Code Faster with SSE4 than with AVX2

joe-griffin · ‎04-05-2019

If I run on an AVX2 or AVX512 system with:
export MKL_ENABLE_INSTRUCTIONS=SSE4_2
it is almost twice as fast than if I run with:
export MKL_ENABLE_INSTRUCTIONS=AVX2

Details:

I tried with different compilers/libraries:

compilers_and_libraries_2017.5.239 and compilers_and_libraries_2019.3.199

I tried on different hardware ( linux ):

Intel(R) Xeon(R) CPU E5-2697 v4 @ 2.30GHz and Intel(R) Xeon(R) Gold 6248 CPU @ 2.50GHz

I ran on both Linux and Windows.

I ran with MKL_VERBOSE=1. Just looking at DSCAL

SSE4_2:

sudev604 <97> grep DSCAL nas31343_SSE4_2.log | head -4
MKL_VERBOSE DSCAL(3,0x7ffdfc91db88,0x7f07c18da6a0,1) 77.53us CNR:OFF Dyn:1 FastMM:1 TID:0 NThr:8 WDiv:HOST:-1.000 WDiv:0:-1.000 WDiv:1:-1.000
MKL_VERBOSE DSCAL(3,0x7ffdfc91db88,0x7f07c18da6c8,1) 489ns CNR:OFF Dyn:1 FastMM:1 TID:0 NThr:8 WDiv:HOST:-1.000 WDiv:0:-1.000 WDiv:1:-1.000
MKL_VERBOSE DSCAL(3,0x7ffdfc91db88,0x7f07c18da6f0,1) 231ns CNR:OFF Dyn:1 FastMM:1 TID:0 NThr:8 WDiv:HOST:-1.000 WDiv:0:-1.000 WDiv:1:-1.000
MKL_VERBOSE DSCAL(3,0x7ffdfc91db88,0x7f07c18da718,1) 149ns CNR:OFF Dyn:1 FastMM:1 TID:0 NThr:8 WDiv:HOST:-1.000 WDiv:0:-1.000 WDiv:1:-1.000

And AVX2:

em64tn <104> grep DSCAL nas31343_AVX2.log | head -4
MKL_VERBOSE DSCAL(3,0x7ffeb11ad908,0x7f14898da6a0,1) 63.13us CNR:OFF Dyn:1 FastMM:1 TID:0 NThr:8 WDiv:HOST:-1.000 WDiv:0:-1.000 WDiv:1:-1.000
MKL_VERBOSE DSCAL(3,0x7ffeb11ad908,0x7f14898da6c8,1) 539ns CNR:OFF Dyn:1 FastMM:1 TID:0 NThr:8 WDiv:HOST:-1.000 WDiv:0:-1.000 WDiv:1:-1.000
MKL_VERBOSE DSCAL(3,0x7ffeb11ad908,0x7f14898da6f0,1) 374ns CNR:OFF Dyn:1 FastMM:1 TID:0 NThr:8 WDiv:HOST:-1.000 WDiv:0:-1.000 WDiv:1:-1.000
MKL_VERBOSE DSCAL(3,0x7ffeb11ad908,0x7f14898da718,1) 176ns CNR:OFF Dyn:1 FastMM:1 TID:0 NThr:8 WDiv:HOST:-1.000 WDiv:0:-1.000 WDiv:1:-1.000

My guess is that either "us" or "ns" are times.

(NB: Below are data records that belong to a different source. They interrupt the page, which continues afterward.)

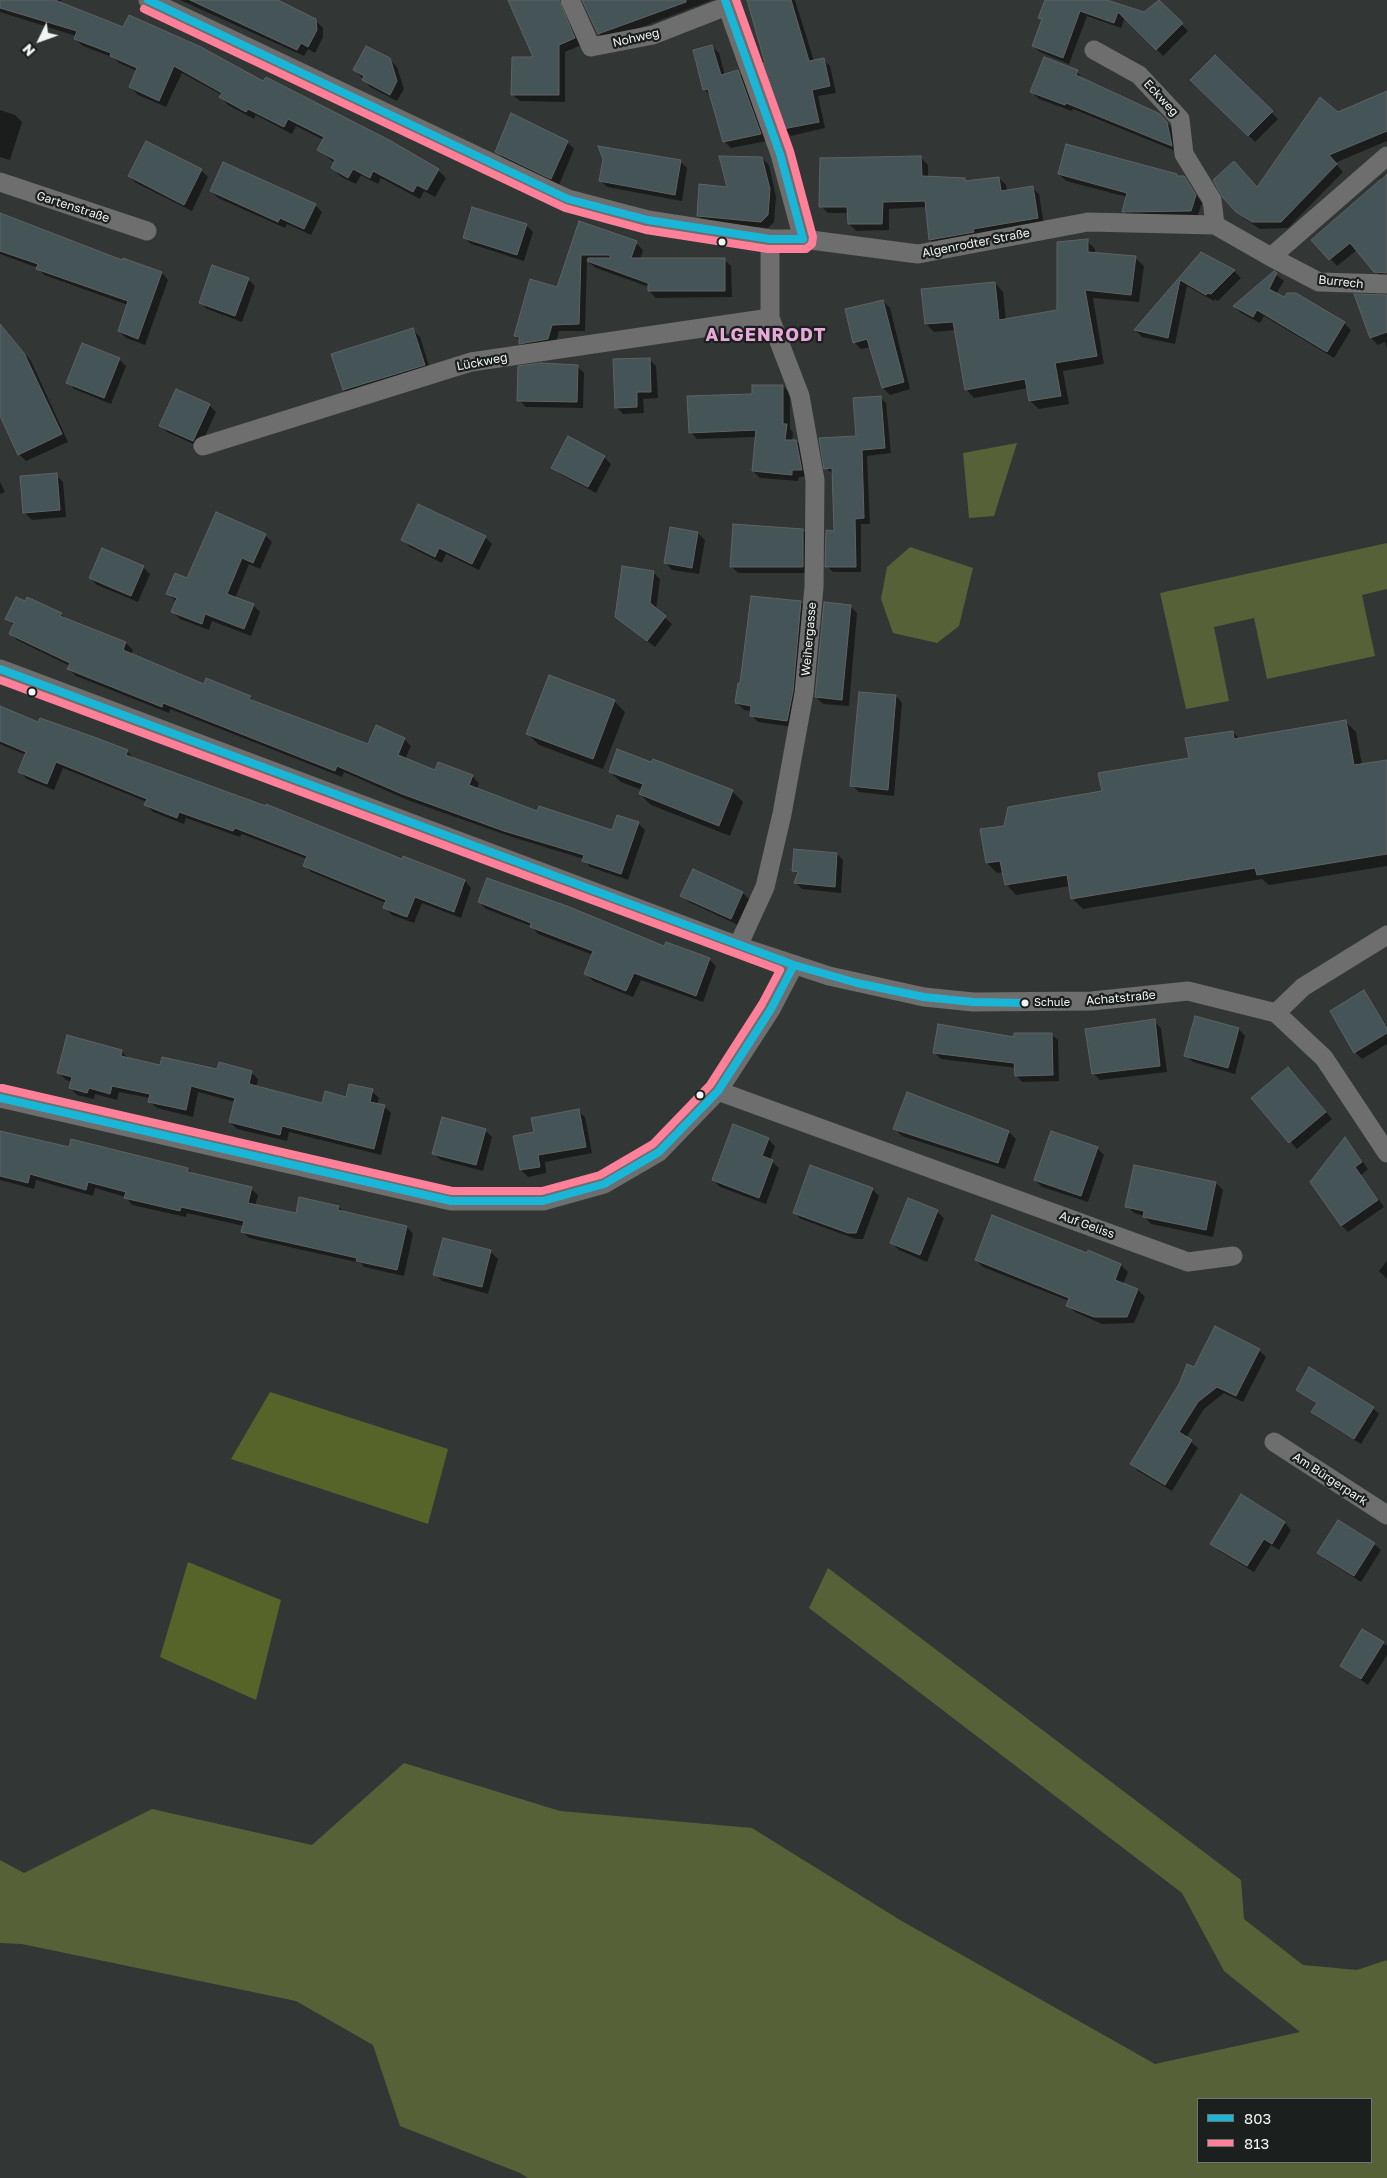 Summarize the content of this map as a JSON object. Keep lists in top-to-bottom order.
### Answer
{
  "streets": {
    "street": [
      "Nohweg",
      "Eckweg",
      "Gartenstraße",
      "Algenrodter Straße",
      "Burrech",
      "Lückweg",
      "Weihergasse",
      "Achatstraße",
      "Auf Geliss",
      "Am Bürgerpark"
    ]
  },
  "crossings": [
    ["Nohweg", "Algenrodter Straße"],
    ["Eckweg", "Algenrodter Straße"],
    ["Algenrodter Straße", "Burrech"],
    ["Algenrodter Straße", "Weihergasse"],
    ["Lückweg", "Weihergasse"],
    ["Weihergasse", "Achatstraße"]
  ],
  "districts": ["ALGENRODT"],
  "places": ["Schule"],
  "lines": ["transit line 803", "transit line 813"],
  "legend": ["803", "813"],
  "north": "bottom left"
} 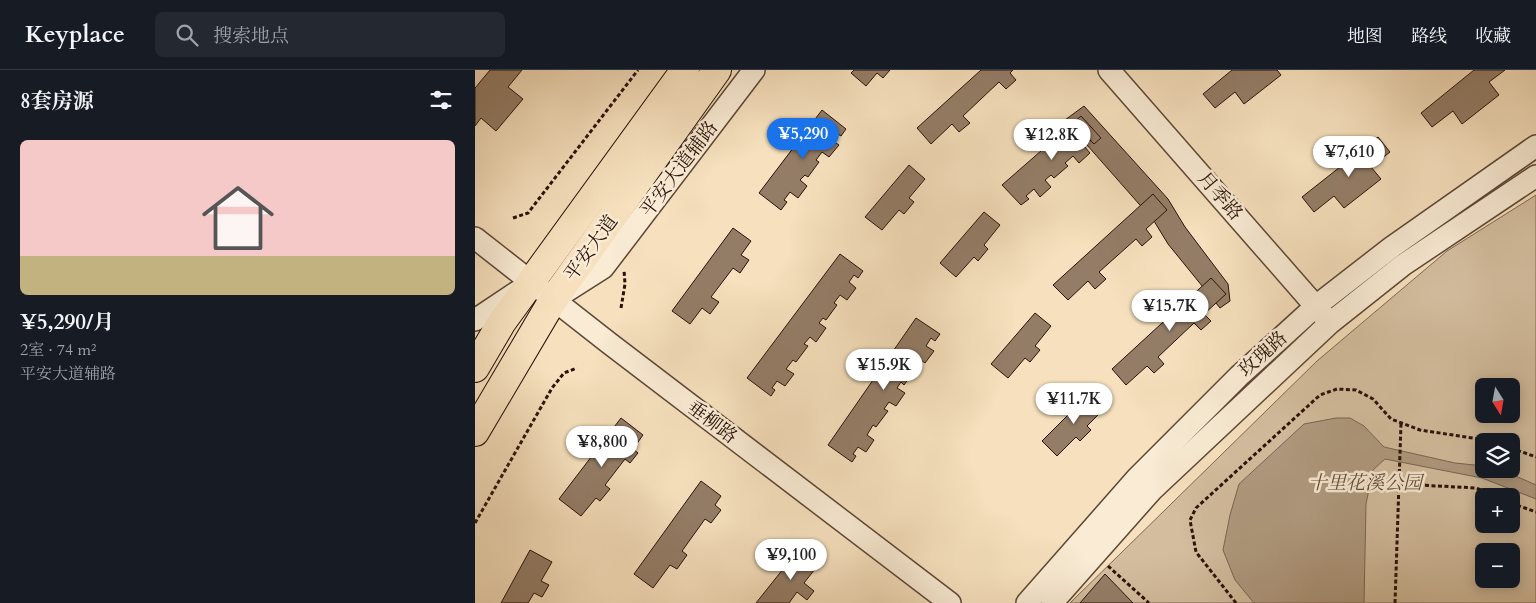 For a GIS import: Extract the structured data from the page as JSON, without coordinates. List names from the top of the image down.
{
  "streets": {
    "main road": ["平安大道"],
    "street": [
      "平安大道辅路",
      "月季路",
      "玫瑰路",
      "垂柳路"
    ]
  },
  "crossings": [
    ["平安大道辅路", "平安大道"],
    ["平安大道辅路", "垂柳路"],
    ["月季路", "玫瑰路"],
    ["平安大道", "垂柳路"]
  ],
  "parks": ["十里花溪公园"],
  "north": "bottom",
  "page": {
    "header": "Keyplace",
    "search": "搜索地点",
    "nav": ["地图", "路线", "收藏"],
    "heading": "8套房源",
    "price": [
      "¥5,290",
      "¥12.8K",
      "¥7,610",
      "¥15.7K",
      "¥15.9K",
      "¥11.7K",
      "¥8,800",
      "¥9,100"
    ],
    "list": [
      {
        "name": "¥5,290/月",
        "note": "2室 · 74 m² · 平安大道辅路"
      }
    ],
    "map_buttons": ["+", "−"]
  }
} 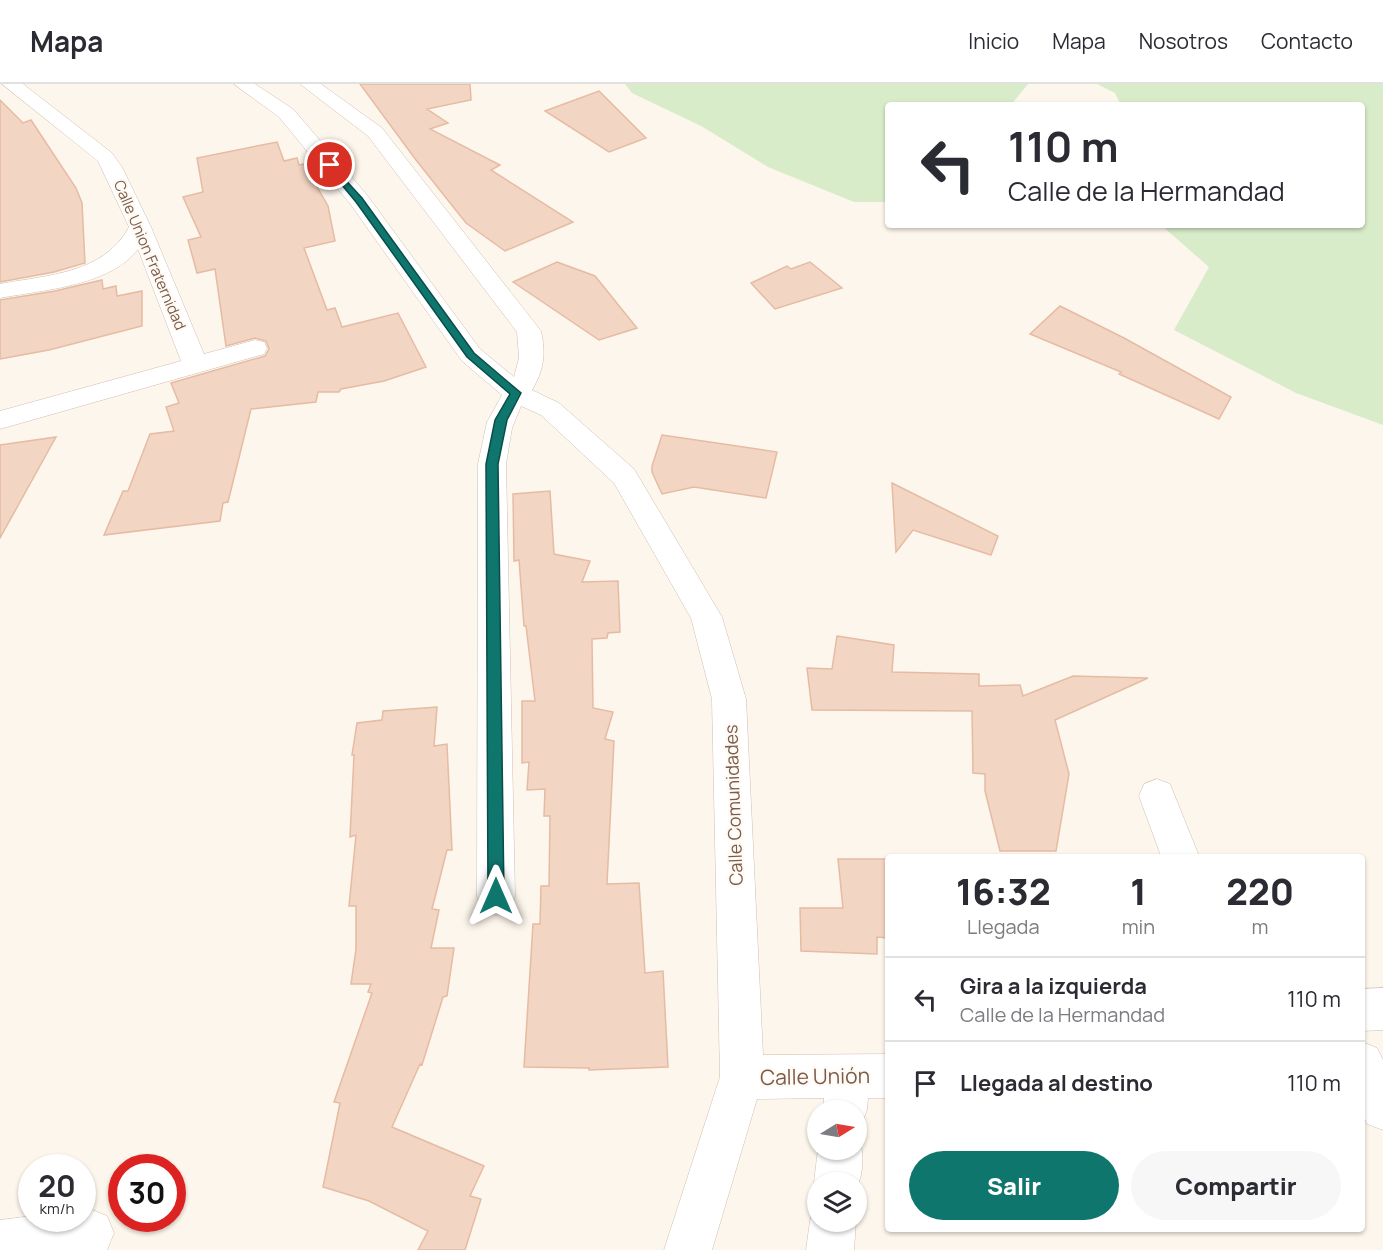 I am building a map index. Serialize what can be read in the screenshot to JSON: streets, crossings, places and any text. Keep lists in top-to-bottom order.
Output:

If I do not set MKL_ENABLE_INSTRUCTIONS, then I use the AVX2 settings and my code runs slow.

Steve_Lionel · ‎04-05-2019

AVX isn't always faster than SSE. The compiler usually gets it right, but maybe MKL doesn't. You should really take this up in the MKL forum as it's not related to the Fortran compiler.